**Directions**
Every line of the data that includes "Zeytin" should be copied out.

**Study material**
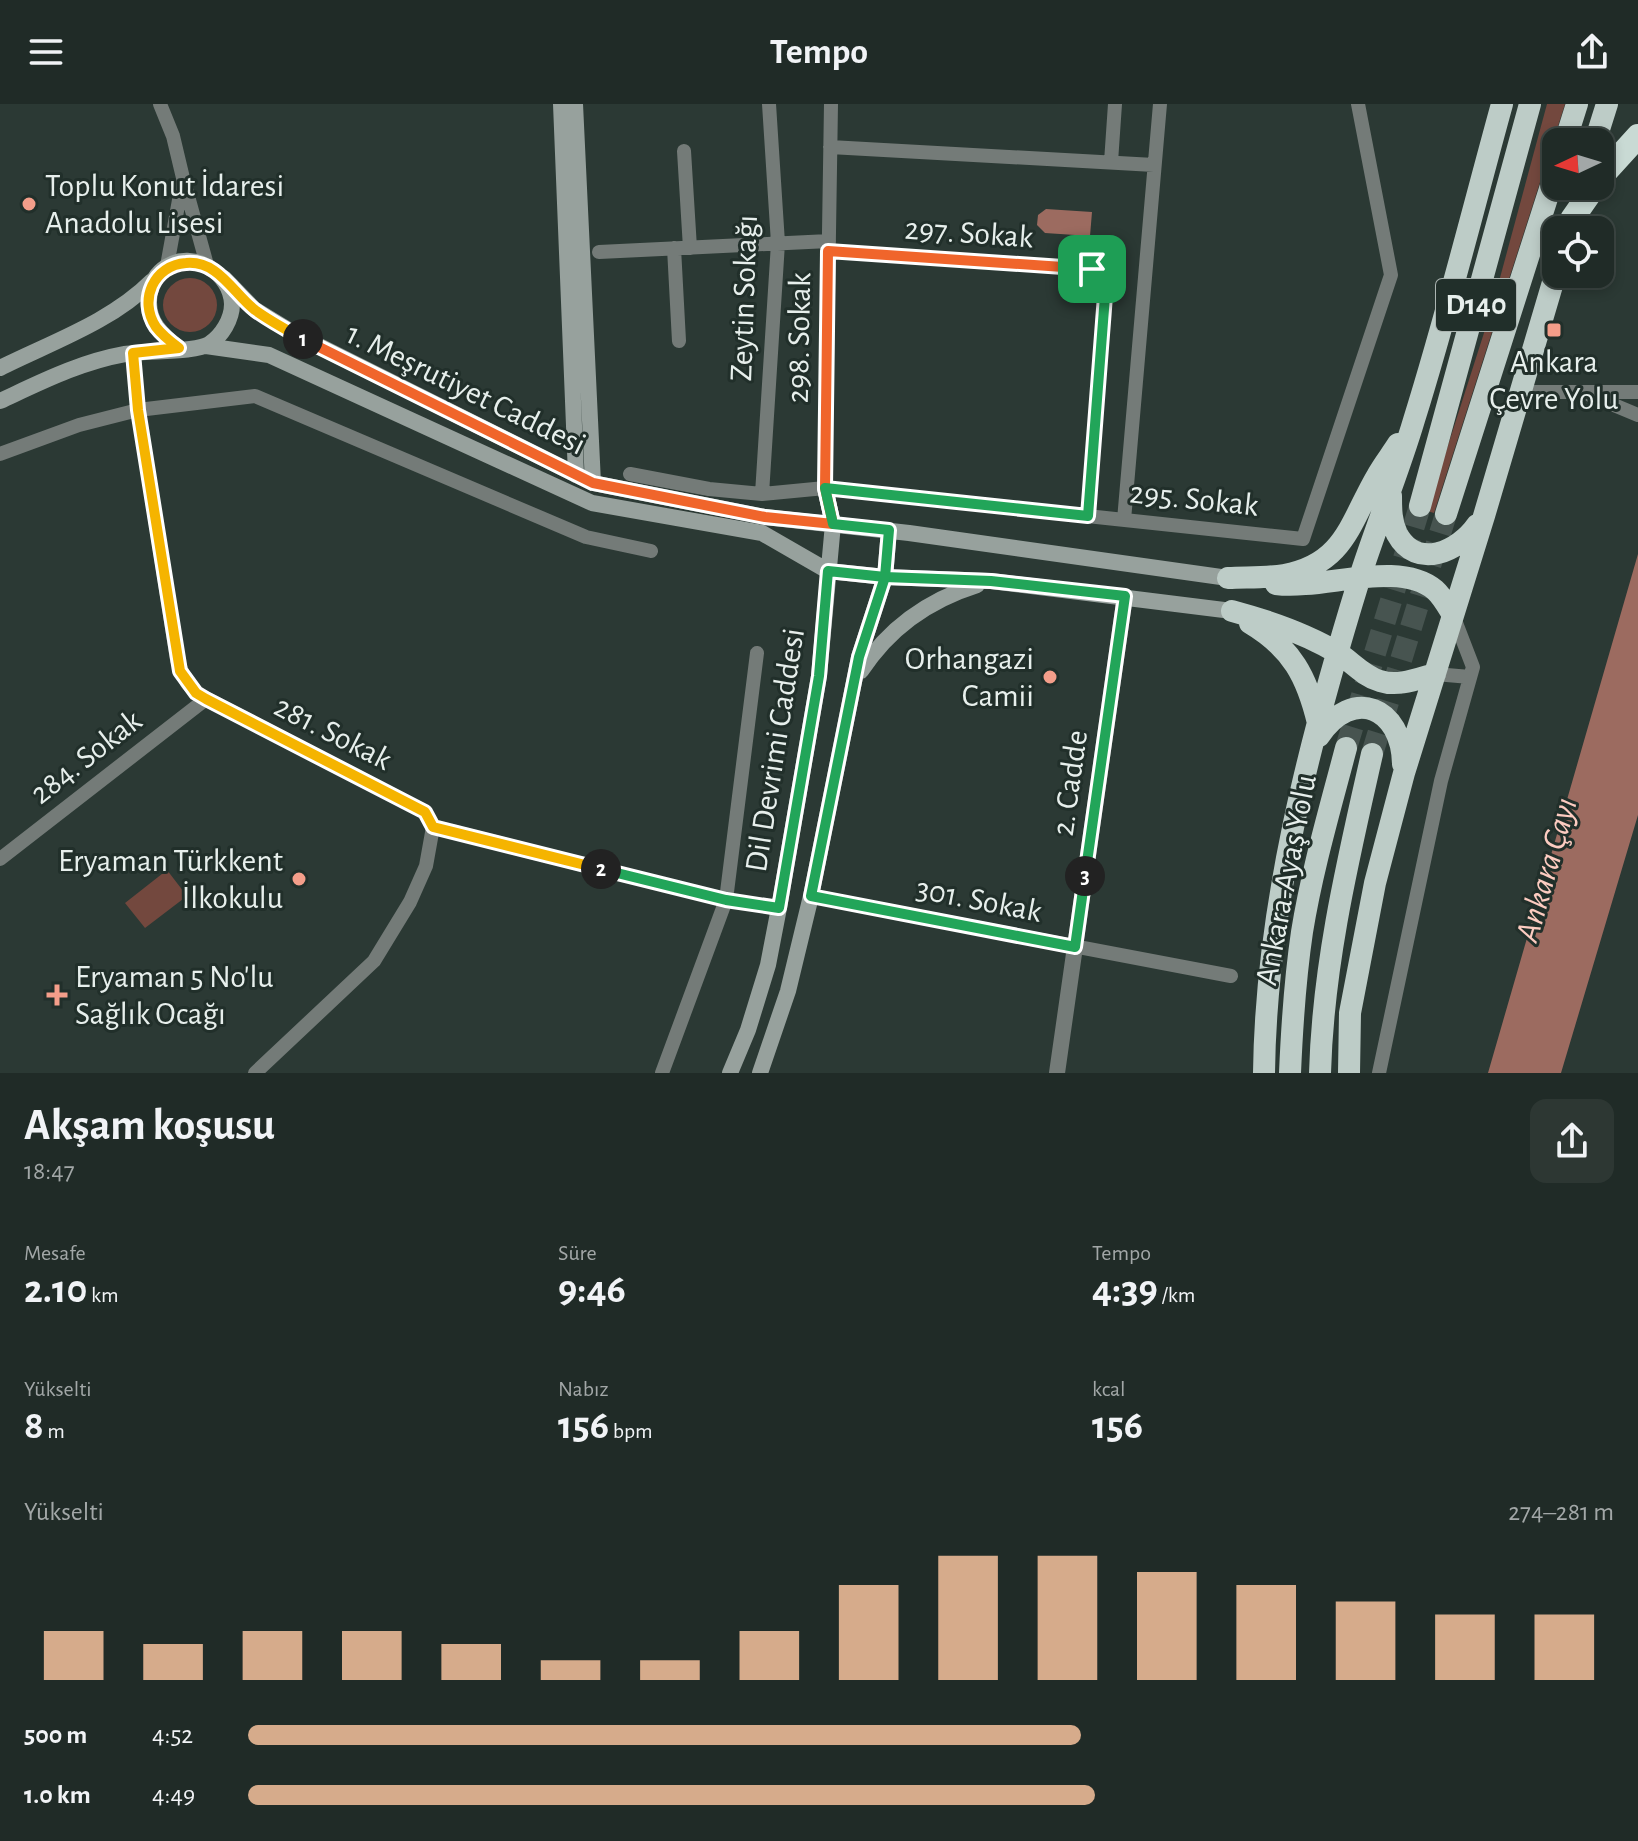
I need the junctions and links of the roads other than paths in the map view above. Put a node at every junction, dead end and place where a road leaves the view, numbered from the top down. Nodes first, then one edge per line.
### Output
1 (160, 104) edge
2 (561, 104) edge
3 (575, 104) edge
4 (769, 104) edge
5 (831, 104) edge
6 (1115, 104) edge
7 (1160, 104) edge
8 (1358, 104) edge
9 (1502, 104) edge
10 (1530, 104) edge
11 (1577, 104) edge
12 (1607, 104) edge
13 (1569, 128) edge
14 (1599, 128) edge
15 (1638, 136) edge
16 (830, 147) junction
17 (684, 151) dead end
18 (1111, 162) junction
19 (1614, 163) edge
20 (1154, 165) junction
21 (183, 178) junction
22 (1546, 200) edge
23 (778, 243) junction
24 (829, 246) junction
25 (674, 248) junction
26 (690, 248) junction
27 (599, 252) dead end
28 (207, 265) junction
29 (162, 271) junction
30 (224, 278) junction
31 (1551, 288) edge
32 (679, 341) dead end
33 (206, 346) junction
34 (179, 348) junction
35 (133, 353) junction
36 (0, 368) edge
37 (1520, 392) junction
38 (1582, 392) junction
39 (1638, 392) edge
40 (0, 401) edge
41 (138, 410) junction
42 (1638, 415) edge
43 (1414, 420) junction
44 (0, 454) edge
45 (630, 474) dead end
46 (576, 475) junction
47 (593, 483) junction
48 (1391, 487) junction
49 (825, 488) junction
50 (762, 494) junction
51 (1420, 506) tunnel mouth
52 (1446, 514) tunnel mouth
53 (1088, 516) junction
54 (1484, 516) junction
55 (1124, 520) junction
56 (833, 524) junction
57 (889, 530) junction
58 (651, 551) dead end
59 (828, 571) junction
60 (885, 577) junction
61 (1228, 578) junction
62 (1359, 579) junction
63 (991, 581) junction
64 (1125, 596) junction
65 (1232, 611) junction
66 (1453, 615) junction
67 (757, 653) dead end
68 (1338, 654) junction
69 (1435, 674) junction
70 (1470, 677) junction
71 (854, 683) junction
72 (206, 699) junction
73 (1316, 735) junction
74 (1346, 748) tunnel mouth
75 (1372, 754) tunnel mouth
76 (1404, 773) junction
77 (433, 827) junction
78 (0, 859) edge
79 (811, 896) junction
80 (726, 900) junction
81 (779, 908) junction
82 (1075, 947) junction
83 (1231, 976) dead end
84 (255, 1073) edge
85 (662, 1073) edge
86 (730, 1073) edge
87 (760, 1073) edge
88 (1057, 1073) edge
89 (1264, 1073) edge
90 (1290, 1073) edge
91 (1320, 1073) edge
92 (1349, 1073) edge
93 (1379, 1073) edge

1 - 21 street
2 - 46 main road
3 - 47 main road
4 - 23 street, Zeytin Sokağı
5 - 16 street, 298. Sokak
6 - 18 street
7 - 20 street
8 - 55 street, 295. Sokak
9 - 43 highway
10 - 51 highway, D140
11 - 13 highway
12 - 14 highway
15 - 19 highway
16 - 18 street
16 - 24 street, 298. Sokak
17 - 26 street
18 - 20 street
20 - 55 street
21 - 28 street
21 - 29 street
22 - 52 highway, D140
23 - 24 street, 297. Sokak
23 - 26 street, 297. Sokak
23 - 50 street, Zeytin Sokağı
24 - 49 street, 298. Sokak
24 - 53 street, 297. Sokak
25 - 26 street, 297. Sokak
25 - 27 street, 297. Sokak
25 - 32 street
28 - 29 main road
28 - 30 main road
29 - 34 main road
29 - 36 main road
30 - 33 main road
30 - 46 main road, 1. Meşrutiyet Caddesi
31 - 37 highway
33 - 34 main road
33 - 59 main road, 1. Meşrutiyet Caddesi
34 - 35 main road
35 - 40 main road
35 - 41 street, 281. Sokak
37 - 38 street
37 - 54 highway
38 - 39 street
38 - 42 street
41 - 44 street
41 - 58 street
41 - 72 street, 281. Sokak
43 - 48 highway
43 - 61 highway
45 - 50 street, 295. Sokak
46 - 47 main road, 1. Meşrutiyet Caddesi
47 - 56 main road, 1. Meşrutiyet Caddesi
48 - 54 highway
48 - 62 highway
49 - 50 street, 295. Sokak
49 - 53 street, 295. Sokak
49 - 56 street, 298. Sokak
53 - 55 street, 295. Sokak
54 - 66 highway
56 - 57 main road, 1. Meşrutiyet Caddesi
56 - 59 main road, Dil Devrimi Caddesi
57 - 60 main road, Dil Devrimi Caddesi
57 - 61 main road, 1. Meşrutiyet Caddesi
59 - 60 main road, 1. Meşrutiyet Caddesi
59 - 81 main road, Dil Devrimi Caddesi
60 - 63 main road, 1. Meşrutiyet Caddesi
60 - 71 main road, Dil Devrimi Caddesi
61 - 62 highway
62 - 66 highway
62 - 68 highway
63 - 64 main road, 1. Meşrutiyet Caddesi
63 - 71 main road
64 - 65 main road, 1. Meşrutiyet Caddesi
64 - 82 street, 2. Cadde
65 - 68 highway
65 - 73 highway
66 - 69 highway
66 - 70 street
67 - 80 street
68 - 69 highway
68 - 73 highway
69 - 70 street
69 - 76 highway
70 - 93 street
71 - 79 main road, Dil Devrimi Caddesi
72 - 77 street, 281. Sokak
72 - 78 street, 284. Sokak
73 - 76 highway
73 - 89 highway
74 - 90 highway, Ankara-Ayaş Yolu
75 - 91 highway, Ankara-Ayaş Yolu
76 - 92 highway
77 - 80 street, 281. Sokak
77 - 84 street
79 - 82 street, 301. Sokak
79 - 87 main road, Dil Devrimi Caddesi
80 - 81 street, 281. Sokak
80 - 85 street
81 - 86 main road, Dil Devrimi Caddesi
82 - 83 street, 301. Sokak
82 - 88 street, 2. Cadde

**Task output**
4 - 23 street, Zeytin Sokağı
23 - 50 street, Zeytin Sokağı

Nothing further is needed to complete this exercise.